Klinghoffer's body was found by Syrians on October 14 or 15, and it was returned to the United States around October 20. His funeral, with 800 in attendance, was held at Temple Shaaray Tefila in New York City. Klinghoffer was buried at Beth David Memorial Park in Kenilworth, New Jersey. Four months after his death, his wife (October 5, 1926 – February 9, 1986) died of colon cancer at the age of 59. They were survived by two daughters, Ilsa and Lisa Klinghoffer.

Aftermath

After his death, their daughters established the Leon and Marilyn Klinghoffer Memorial Foundation with the Anti-Defamation League. The foundation combats terrorism through educational, political, and legal means. The foundation is funded by an undisclosed settlement paid by the PLO to the Klinghoffers to settle a lawsuit seeking damages for the PLO's role in the hijacking (Klinghoffer v. PLO, 739 F. Supp. 854 (S.D.N.Y. 1990) and Klinghoffer v. PLO, 937 F.2d 44, 50 (2d Cir. 1991). This lawsuit spurred passage of the Antiterrorism Act of 1990, which made it easier for victims of terrorism to sue terrorists and collect civil damages for losses incurred.

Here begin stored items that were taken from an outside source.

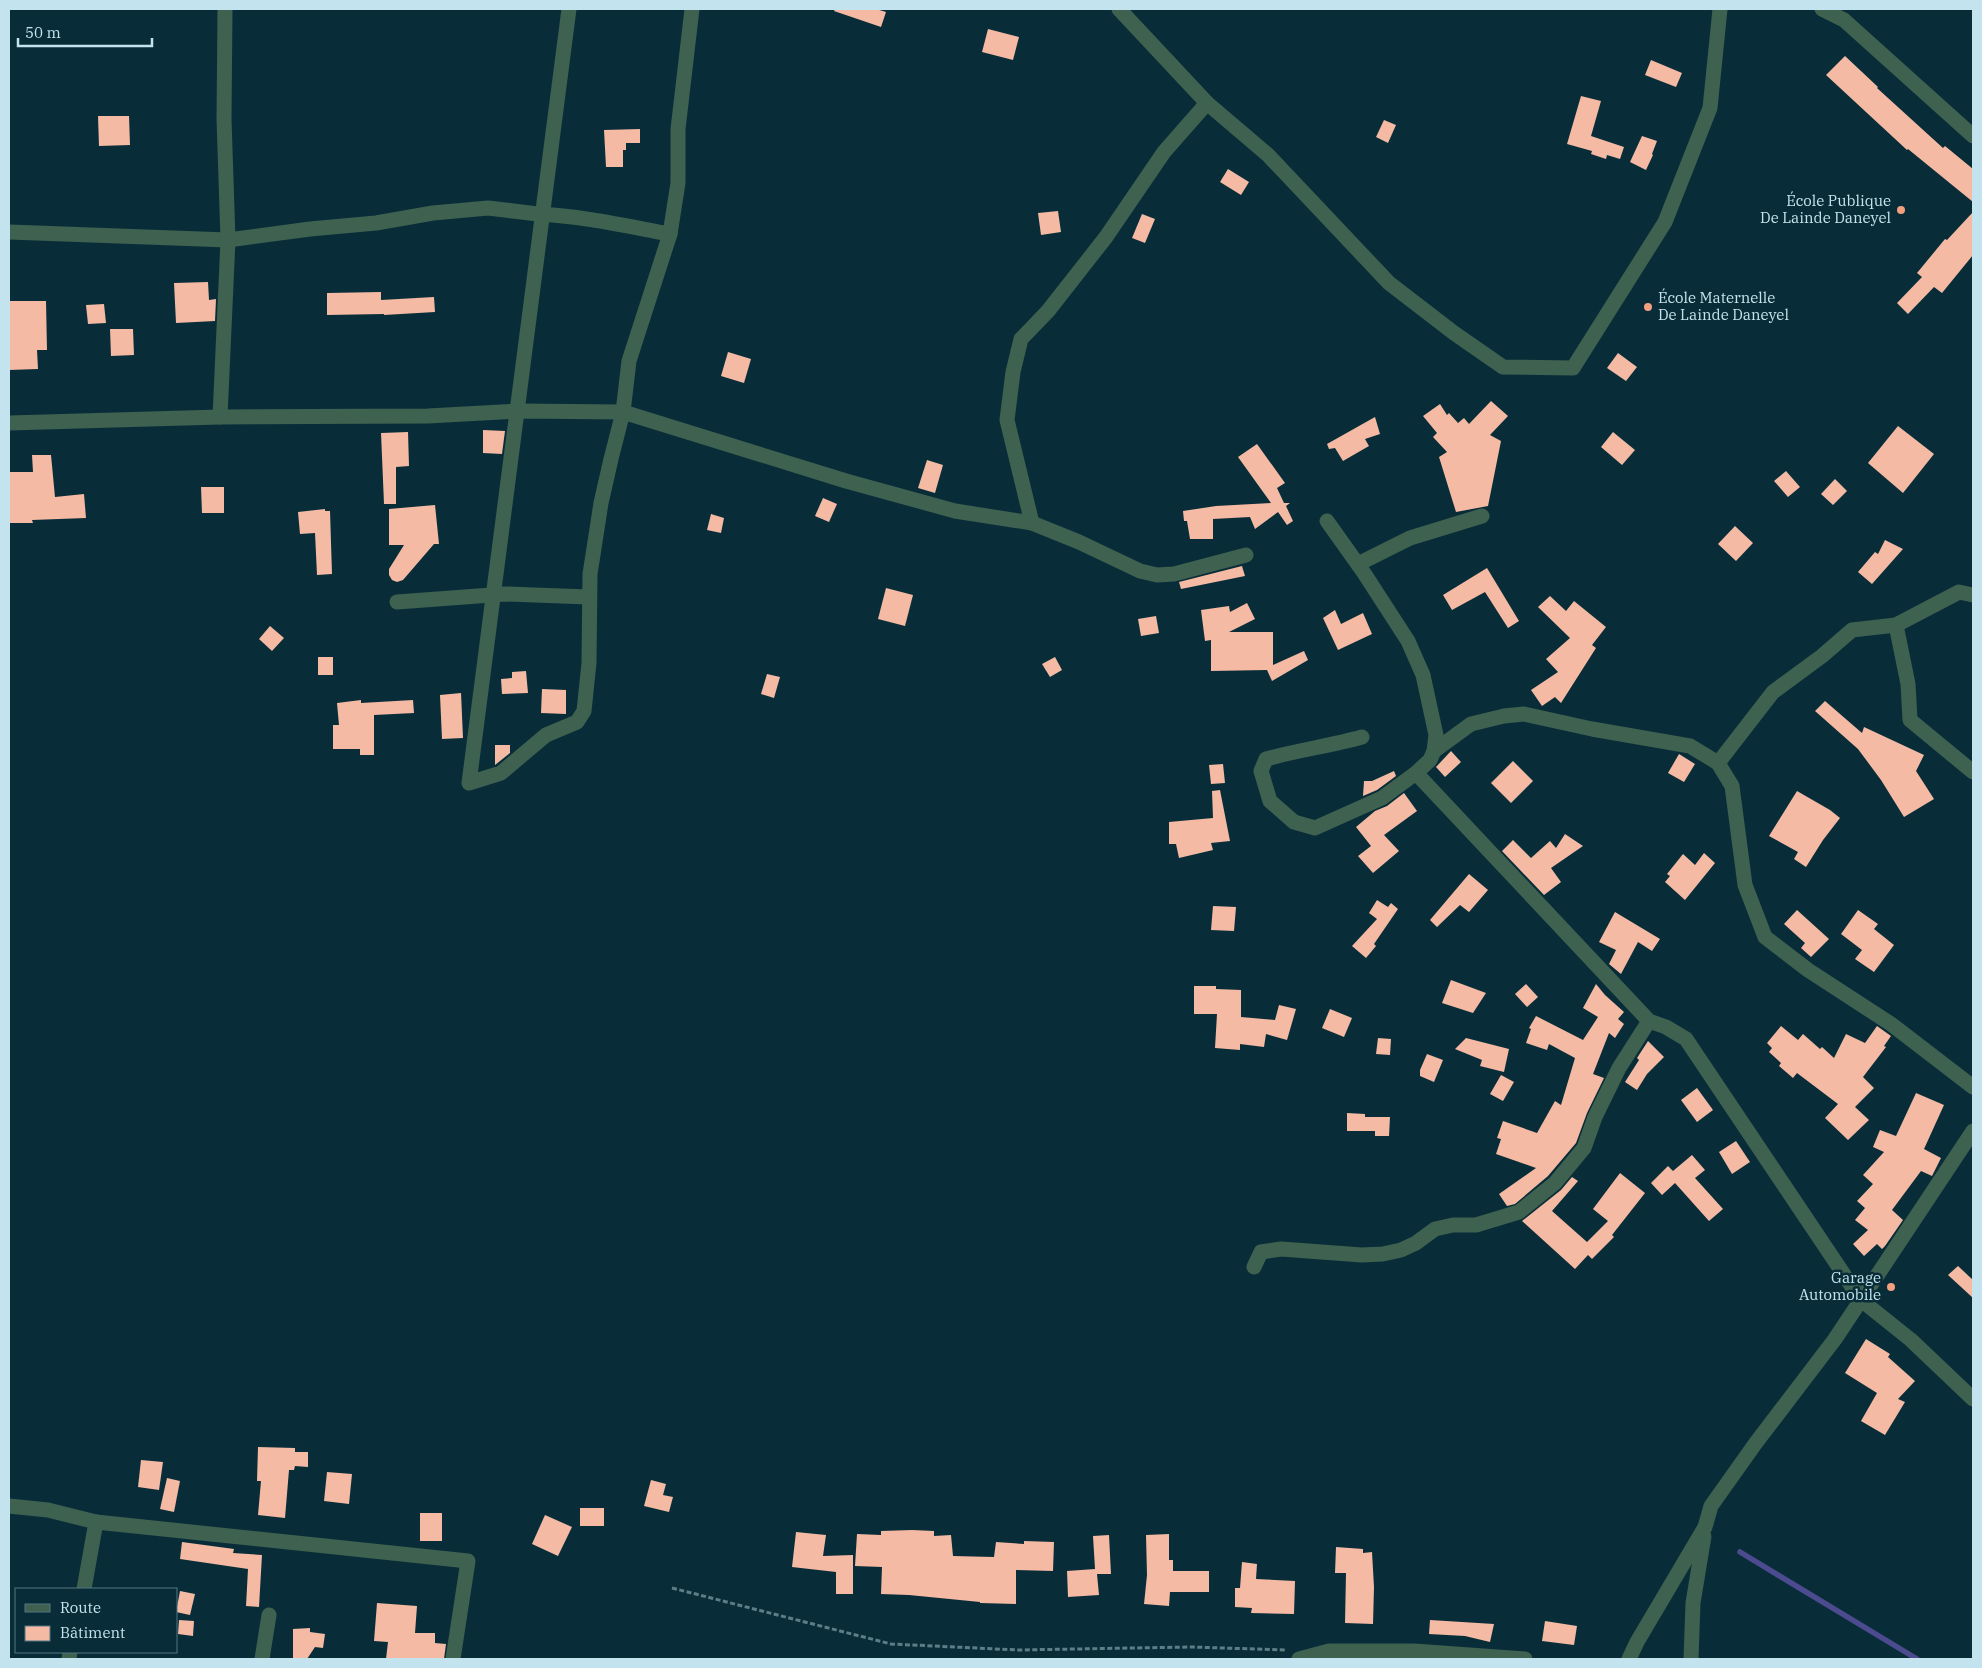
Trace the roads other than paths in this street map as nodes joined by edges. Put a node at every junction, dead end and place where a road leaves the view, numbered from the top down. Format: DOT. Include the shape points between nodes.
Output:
graph roads {
  1 [pos="225,9"];
  2 [pos="569,9"];
  3 [pos="692,9"];
  4 [pos="1119,9"];
  5 [pos="1720,9"];
  6 [pos="1822,9"];
  7 [pos="1847,14"];
  8 [pos="1207,103"];
  9 [pos="1973,136"];
  10 [pos="543,214"];
  11 [pos="9,232"];
  12 [pos="670,234"];
  13 [pos="228,240"];
  14 [pos="518,411"];
  15 [pos="623,412"];
  16 [pos="220,417"];
  17 [pos="9,423"];
  18 [pos="1482,516"];
  19 [pos="1327,521"];
  20 [pos="1032,523"];
  21 [pos="1246,555"];
  22 [pos="1358,564"];
  23 [pos="494,595"];
  24 [pos="1973,595"];
  25 [pos="588,597"];
  26 [pos="397,602"];
  27 [pos="1896,625"];
  28 [pos="1362,736"];
  29 [pos="1434,751"];
  30 [pos="1718,763"];
  31 [pos="1973,772"];
  32 [pos="1416,773"];
  33 [pos="1649,1021"];
  34 [pos="1973,1087"];
  35 [pos="1973,1131"];
  36 [pos="1254,1266"];
  37 [pos="1861,1300"];
  38 [pos="1973,1399"];
  39 [pos="9,1506"];
  40 [pos="96,1522"];
  41 [pos="1705,1527"];
  42 [pos="84,1588"];
  43 [pos="270,1615"];
  44 [pos="1294,1654"];
  45 [pos="262,1659"];
  46 [pos="453,1659"];
  47 [pos="1526,1659"];
  48 [pos="1629,1659"];
  49 [pos="1691,1659"];
  1 -- 13 [label="street"];
  2 -- 10 [label="street"];
  3 -- 12 [label="street" via="678,128 678,183"];
  4 -- 8 [label="street"];
  5 -- 8 [label="street" via="1710,108 1665,222 1573,368 1504,367 1454,334 1389,283 1268,155"];
  6 -- 7 [label="street"];
  7 -- 9 [label="street"];
  8 -- 20 [label="street" via="1164,152 1106,237 1048,311 1021,339 1007,420"];
  10 -- 12 [label="street"];
  10 -- 13 [label="street" via="488,208"];
  10 -- 14 [label="street"];
  11 -- 13 [label="street"];
  12 -- 15 [label="street" via="629,361"];
  13 -- 16 [label="street"];
  14 -- 15 [label="street"];
  14 -- 16 [label="street" via="428,416"];
  14 -- 23 [label="street"];
  15 -- 20 [label="street" via="855,484 955,511"];
  15 -- 25 [label="street" via="610,459"];
  16 -- 17 [label="street"];
  18 -- 22 [label="street" via="1410,538"];
  19 -- 22 [label="street"];
  20 -- 21 [label="street" via="1140,571 1157,575 1174,574"];
  22 -- 29 [label="street" via="1408,641 1422,675 1436,735"];
  23 -- 25 [label="street"];
  23 -- 25 [label="street" via="470,783 501,772 546,735 576,722 584,711 589,663"];
  23 -- 26 [label="street"];
  24 -- 27 [label="street" via="1959,592"];
  27 -- 30 [label="street" via="1852,630 1773,692"];
  27 -- 31 [label="street" via="1908,684 1910,720"];
  28 -- 32 [label="street" via="1332,746 1266,759 1261,771 1270,801 1294,822 1315,828 1382,798"];
  29 -- 30 [label="street" via="1471,724 1524,714 1690,746"];
  29 -- 32 [label="street" via="1430,760"];
  30 -- 34 [label="street" via="1732,786 1745,885 1765,937 1808,970 1891,1024"];
  32 -- 33 [label="street"];
  33 -- 36 [label="street" via="1615,1076 1595,1116 1584,1148 1555,1183 1519,1212 1476,1225 1435,1229 1402,1250 1383,1254 1281,1249 1261,1252"];
  33 -- 37 [label="street" via="1686,1039"];
  35 -- 37 [label="street"];
  37 -- 38 [label="street" via="1911,1340"];
  37 -- 41 [label="street" via="1836,1339 1711,1506"];
  39 -- 40 [label="street" via="48,1510"];
  40 -- 42 [label="street"];
  40 -- 46 [label="street" via="468,1561"];
  41 -- 48 [label="street"];
  41 -- 49 [label="street" via="1693,1602"];
  43 -- 45 [label="street"];
  44 -- 47 [label="street" via="1414,1651"];
}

PLF leader Muhammad Zaidan, a.k.a. Abu Abbas, was freed by the Italian government in the aftermath of the Achille Lauro affair, but was continually sought by the United States government. He was captured in Iraq in 2003 by U.S. forces during the 2003 invasion of Iraq, and he died in custody a year later of heart disease, according to the U.S. government.

The ship involved in the hijacking, the Achille Lauro, returned to cruise duty until she caught fire off the coast of Somalia on November 30, 1994. After evacuating the ship of passengers, the crew could not control the fire, and the abandoned ship sank on December 2. Two people died.

Portrayals

The hijacking was made into a television movie in 1990, Voyage of Terror: The Achille Lauro Affair starring Burt Lancaster and Eva Marie Saint.

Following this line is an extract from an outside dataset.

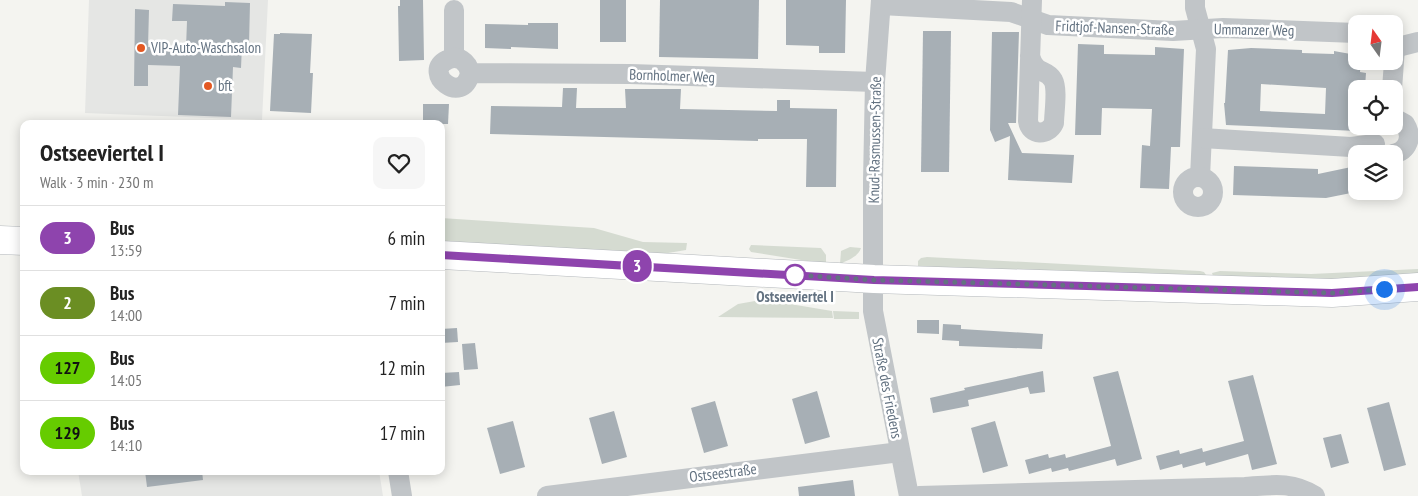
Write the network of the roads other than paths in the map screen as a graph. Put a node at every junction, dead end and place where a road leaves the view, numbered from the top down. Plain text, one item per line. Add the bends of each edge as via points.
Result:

Klinghoffer was portrayed by Karl Malden in the 1989 television film The Hijacking of the Achille Lauro.

The concept of the opera The Death of Klinghoffer originated with theatre director Peter Sellars, who was a major collaborator, as was choreographer Mark Morris. It was American composer John Adams' second opera, based on the events of 1985. It opened to great controversy in 1991. It featured a libretto by Alice Goodman. In the opera, Klinghoffer sings two arias, one shortly before he is killed and one after his death. The Los Angeles Opera shared in the work's commission but never presented it. The opera has since drawn controversy, including allegations by some (including Klinghoffer's two daughters) that the opera is antisemitic and glorifies terrorism. The work's creators and others have disputed these criticisms. A Prix Italia-winning television version of the opera, starring Sanford Sylvan and Christopher Maltman, and directed by Penny Woolcock, was screened by United Kingdom's Channel 4 in 2003.

Klinghoffer (and his supposed travel diary) play a minor role in Philip Roth's 1993 novel Operation Shylock.

Klinghoffer is also mentioned in the graphic novel Palestine by Joe Sacco.